Kinderreich und arm

Benachteiligt Familien mit mehr als drei Kindern haben finanziell einen schweren Stand, so Michael Kroschewski vom Familienbund der Katholiken im

Bistum Würzburg.

Familien in der Armutsfalle: Eltern mit mehr als drei Kindern zahlen die gleichen Beiträge für Kranken- und Rentenversic...
Frage: Wie rutschen Familien in die Armut?

Michael Kroschewski: Ein ganz wesentlicher Faktor ist die Benachteiligung von Familien in der Sozialversicherung. Unser Verband hat es sich zur Aufgabe gemacht, das ins Bewusstsein zu bringen. Wir unterstützen drei Familien, die auf dem Wege der Musterklage, derzeit vor dem Bundessozialgericht, für gerechtere Bedingungen kämpfen.

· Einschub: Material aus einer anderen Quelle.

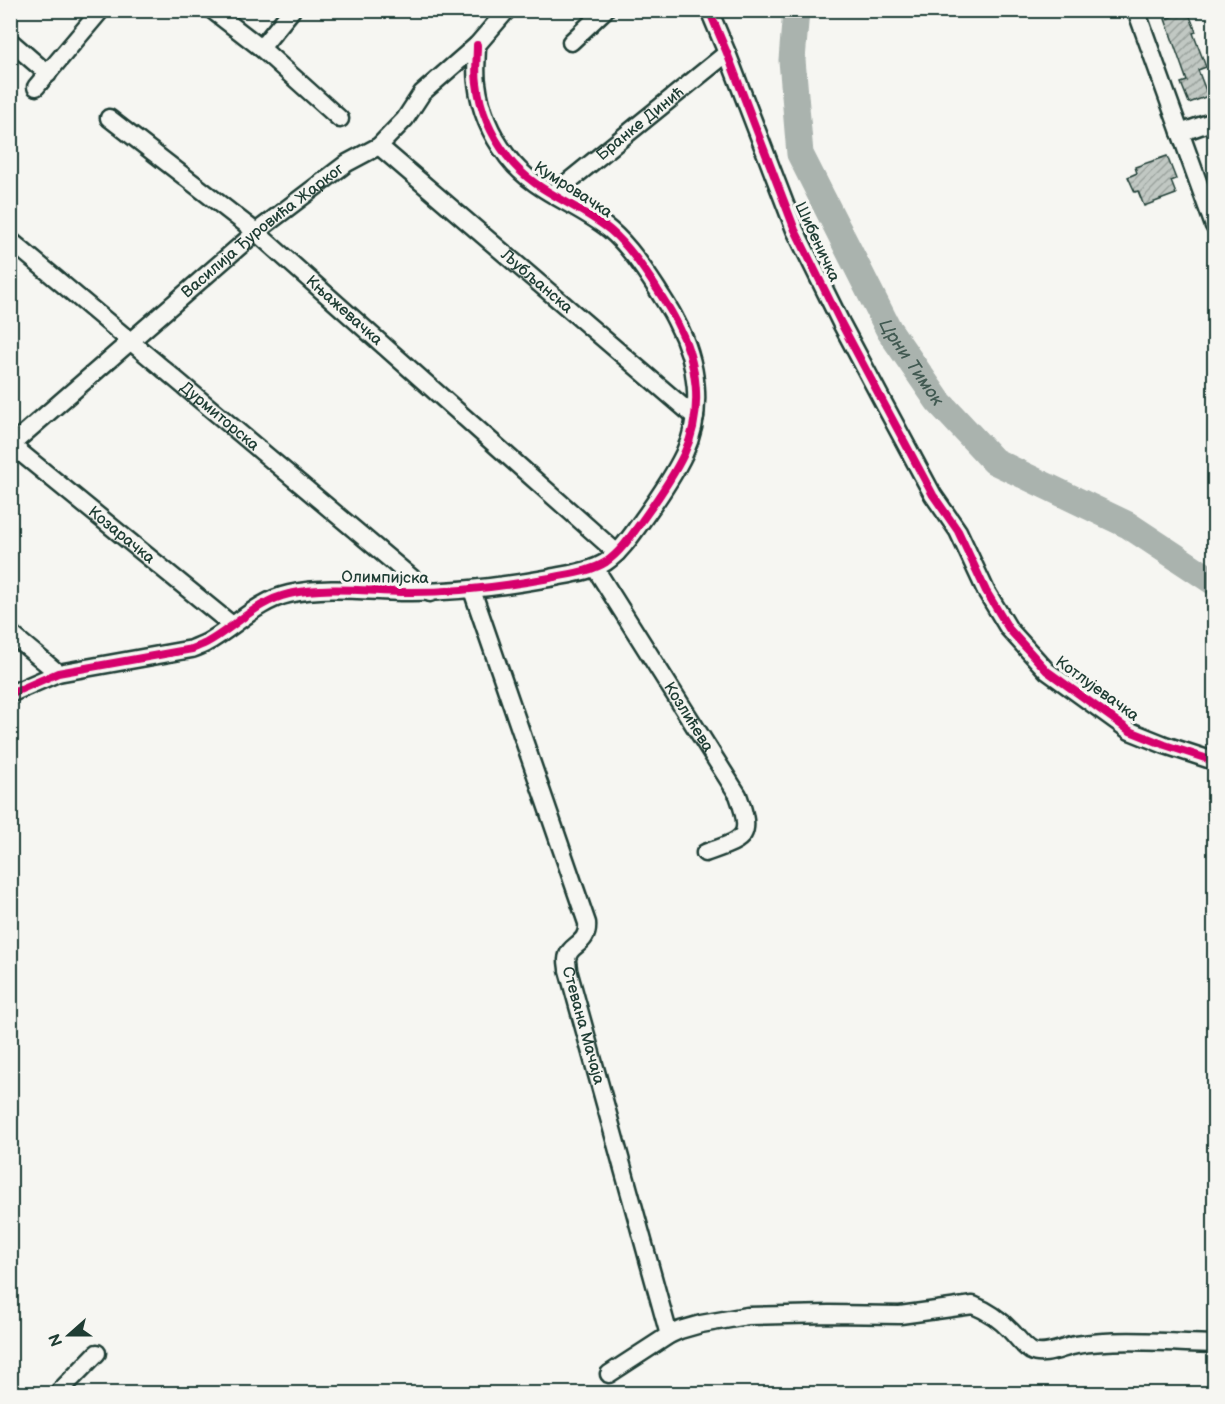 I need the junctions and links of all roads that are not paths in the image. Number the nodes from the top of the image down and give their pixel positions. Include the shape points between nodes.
1 (101, 10) edge
2 (212, 10) edge
3 (292, 10) edge
4 (605, 10) edge
5 (709, 10) edge
6 (1136, 10) edge
7 (501, 12) edge
8 (10, 41) edge
9 (571, 42) dead end
10 (477, 45) junction
11 (261, 48) junction
12 (727, 53) junction
13 (48, 74) junction
14 (36, 87) dead end
15 (110, 118) dead end
16 (340, 119) dead end
17 (1215, 121) edge
18 (1180, 133) junction
19 (379, 146) junction
20 (553, 194) junction
21 (1215, 226) edge
22 (256, 232) junction
23 (10, 240) edge
24 (131, 342) junction
25 (696, 417) junction
26 (11, 445) edge
27 (922, 475) joint
28 (616, 553) junction
29 (595, 568) junction
30 (472, 590) junction
31 (430, 593) junction
32 (232, 625) junction
33 (10, 633) edge
34 (58, 673) junction
35 (10, 694) edge
36 (1215, 761) edge
37 (705, 853) dead end
38 (669, 1335) junction
39 (1215, 1344) edge
40 (98, 1353) dead end
41 (609, 1374) dead end
42 (57, 1394) edge

1 - 13 street
2 - 11 street
3 - 11 street
4 - 9 street
5 - 12 street, Шибеничка
6 - 18 street
7 - 10 street, Василија Ђуровића Жарког
8 - 13 street
10 - 19 street, Василија Ђуровића Жарког via 422,93 405,119
10 - 20 street, Кумровачка via 476,82 492,135 520,172
11 - 16 street
12 - 20 street, Бранке Динић
12 - 27 street, Шибеничка via 795,230
13 - 14 street
15 - 22 street, Књажевачка
17 - 18 street
18 - 21 street
19 - 22 street, Василија Ђуровића Жарког via 347,163
19 - 25 street, Љубљанска
20 - 25 street, Кумровачка via 611,231 648,274 690,353 696,384
22 - 24 street, Василија Ђуровића Жарког
22 - 28 street, Књажевачка
23 - 24 street, Дурмиторска
24 - 26 street, Василија Ђуровића Жарког
24 - 31 street, Дурмиторска
25 - 28 street, Олимпијска via 693,433 667,486
26 - 32 street, Козарачка
27 - 36 street, Котлујевачка via 958,531 1009,629 1047,671 1130,731
28 - 29 street, Олимпијска
29 - 30 street, Олимпијска
29 - 37 street, Козлићева via 738,795 746,831 734,842
30 - 31 street, Олимпијска
30 - 38 street, Стевана Мачаја via 587,923 585,938 568,956 568,970
31 - 32 street, Олимпијска via 292,593 266,603
32 - 34 street, Олимпијска via 192,649
33 - 34 street
34 - 35 street, Олимпијска
38 - 39 street via 701,1324 747,1316 900,1315 973,1305 998,1318 1031,1351 1039,1353 1112,1342
38 - 41 street
40 - 42 street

Was muss man sich darunter vorstellen?

Kroschewski: Eine Familie mit vier Kindern zahlt die gleichen Beiträge zur Kranken- und Rentenversicherung wie ein Ehepaar ohne Kinder. Da kann man sich leicht vorstellen, dass man viel verdienen muss, damit man mit seinem Nettogehalt über dem verfassungsrechtlich garantierten Existenzminimum pro Familienmitglied bleibt. Wenn wir mal von einem Jahreseinkommen von 30 000 Euro ausgehen und das Kindergeld mit einbeziehen, liegt eine Familie mit vier Kindern jährlich mehr als 12 000 Euro unter dem verfassungsrechtlich garantierten Existenzminimum. Ein Paar ohne Kinder und gleichem Einkommen liegt 6000 Euro darüber. Das ist aus unserer Sicht strukturelle Rücksichtslosigkeit gegenüber Familien. Sie kann Familien in die Armutsfalle treiben, obwohl sie mit 30 000 Euro eigentlich ganz normal und durchschnittlich verdienen.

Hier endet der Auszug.